Technical Tip and Guest Post from Bimba
Specifying the right cylinder for the job results in better and longer cylinder performance. And that means lower overall operating costs.
Proper cylinder size selection begins by calculating:
The Weight of the Load
The Required Velocity
The Air Pressure used.
Weight of the load: This is set by the machine design. In order to move the load, you'll obviously need a cylinder that provides force greater than the load. We recommend allowing an additional factor of 25% force over the load to compensate for friction.
Velocity: Velocity is also usually set by machine design, but there's usually some latitude within a range. Low speeds (up to 4 in/sec) require 25% more force than the load, moderate speeds (4 to 16 in/sec) about 50% more and high speeds (greater than 16 in/sec) about twice as much.

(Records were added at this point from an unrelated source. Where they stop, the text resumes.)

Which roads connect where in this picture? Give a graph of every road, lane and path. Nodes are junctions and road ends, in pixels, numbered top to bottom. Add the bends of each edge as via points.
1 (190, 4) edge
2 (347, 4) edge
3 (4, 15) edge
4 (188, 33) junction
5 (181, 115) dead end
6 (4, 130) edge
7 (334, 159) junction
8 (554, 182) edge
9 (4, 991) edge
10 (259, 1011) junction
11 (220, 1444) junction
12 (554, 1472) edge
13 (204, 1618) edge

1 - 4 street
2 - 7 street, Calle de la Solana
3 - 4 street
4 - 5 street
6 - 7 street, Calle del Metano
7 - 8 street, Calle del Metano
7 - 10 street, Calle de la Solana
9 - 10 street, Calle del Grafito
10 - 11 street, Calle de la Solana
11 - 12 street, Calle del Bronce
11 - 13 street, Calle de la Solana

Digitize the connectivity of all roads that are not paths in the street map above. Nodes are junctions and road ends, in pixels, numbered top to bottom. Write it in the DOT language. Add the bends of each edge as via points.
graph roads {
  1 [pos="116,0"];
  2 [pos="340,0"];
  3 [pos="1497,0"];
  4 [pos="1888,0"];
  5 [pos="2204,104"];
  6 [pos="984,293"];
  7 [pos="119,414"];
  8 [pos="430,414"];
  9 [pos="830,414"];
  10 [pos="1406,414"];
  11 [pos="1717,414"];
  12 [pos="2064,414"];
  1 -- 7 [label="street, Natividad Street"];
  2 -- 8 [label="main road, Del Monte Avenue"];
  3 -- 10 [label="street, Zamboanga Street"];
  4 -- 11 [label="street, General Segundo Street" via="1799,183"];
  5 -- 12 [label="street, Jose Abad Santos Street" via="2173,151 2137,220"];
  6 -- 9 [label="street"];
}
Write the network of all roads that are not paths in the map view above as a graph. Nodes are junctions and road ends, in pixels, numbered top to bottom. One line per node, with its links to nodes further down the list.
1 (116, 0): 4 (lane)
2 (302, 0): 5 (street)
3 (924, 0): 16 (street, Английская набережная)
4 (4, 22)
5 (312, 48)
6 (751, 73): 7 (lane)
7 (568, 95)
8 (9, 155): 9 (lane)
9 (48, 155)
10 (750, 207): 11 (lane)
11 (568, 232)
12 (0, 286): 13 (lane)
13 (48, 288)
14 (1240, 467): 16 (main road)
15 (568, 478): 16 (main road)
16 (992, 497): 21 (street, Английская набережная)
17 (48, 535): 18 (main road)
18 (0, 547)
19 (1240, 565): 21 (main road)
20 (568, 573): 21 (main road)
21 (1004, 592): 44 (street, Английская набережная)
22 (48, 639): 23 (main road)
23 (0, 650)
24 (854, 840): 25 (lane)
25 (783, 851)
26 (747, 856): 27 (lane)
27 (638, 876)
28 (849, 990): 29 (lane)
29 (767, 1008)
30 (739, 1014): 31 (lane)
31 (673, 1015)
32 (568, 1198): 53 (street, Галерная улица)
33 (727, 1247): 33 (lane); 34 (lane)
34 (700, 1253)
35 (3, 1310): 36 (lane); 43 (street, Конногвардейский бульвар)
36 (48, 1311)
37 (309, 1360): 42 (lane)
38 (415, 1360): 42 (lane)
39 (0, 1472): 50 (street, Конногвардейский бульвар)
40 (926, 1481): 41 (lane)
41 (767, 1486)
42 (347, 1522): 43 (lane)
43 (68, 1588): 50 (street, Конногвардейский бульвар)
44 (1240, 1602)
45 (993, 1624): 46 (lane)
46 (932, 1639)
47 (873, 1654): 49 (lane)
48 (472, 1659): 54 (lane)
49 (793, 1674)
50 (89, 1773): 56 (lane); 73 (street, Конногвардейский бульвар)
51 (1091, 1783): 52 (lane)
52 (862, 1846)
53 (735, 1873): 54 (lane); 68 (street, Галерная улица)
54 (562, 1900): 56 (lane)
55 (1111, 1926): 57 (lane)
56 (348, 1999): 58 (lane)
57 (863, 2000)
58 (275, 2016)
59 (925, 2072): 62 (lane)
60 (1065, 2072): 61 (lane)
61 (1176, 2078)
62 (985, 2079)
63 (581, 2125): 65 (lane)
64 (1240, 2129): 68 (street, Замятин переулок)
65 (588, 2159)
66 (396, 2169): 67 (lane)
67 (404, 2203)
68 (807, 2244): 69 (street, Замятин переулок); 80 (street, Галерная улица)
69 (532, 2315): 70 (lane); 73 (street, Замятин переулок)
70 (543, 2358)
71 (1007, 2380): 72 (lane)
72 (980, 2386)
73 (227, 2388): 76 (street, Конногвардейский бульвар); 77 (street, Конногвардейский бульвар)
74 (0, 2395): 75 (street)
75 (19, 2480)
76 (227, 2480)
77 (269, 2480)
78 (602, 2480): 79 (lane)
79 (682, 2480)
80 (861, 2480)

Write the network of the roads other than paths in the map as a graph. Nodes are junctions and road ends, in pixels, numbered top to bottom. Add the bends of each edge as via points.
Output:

Air pressure: You need consistent air flow at the minimum effective pressure to maintain the desired velocity. Operating the cylinder at too high a pressure accelerates seal wear and creates stress on the cylinder. Inconsistent pressure can cause system malfunction or failure.
Next you'll need to determine bore size. Let's look at an example assuming a maximum load of 100 lbs, a minimum velocity of 8 in/sec and a minimum pressure of 60 psi. The velocity is moderate, but the force should be about 50% greater than the load, or 150 lbs. Dividing the force (150) by the pressure (60) gives
you a power factor of 2.5. A 2" bore cylinder, with a power factor of 3.1, provides the needed force. You'll also have to consider stroke length, spring force and overall dimensions of the space. But this is only the start.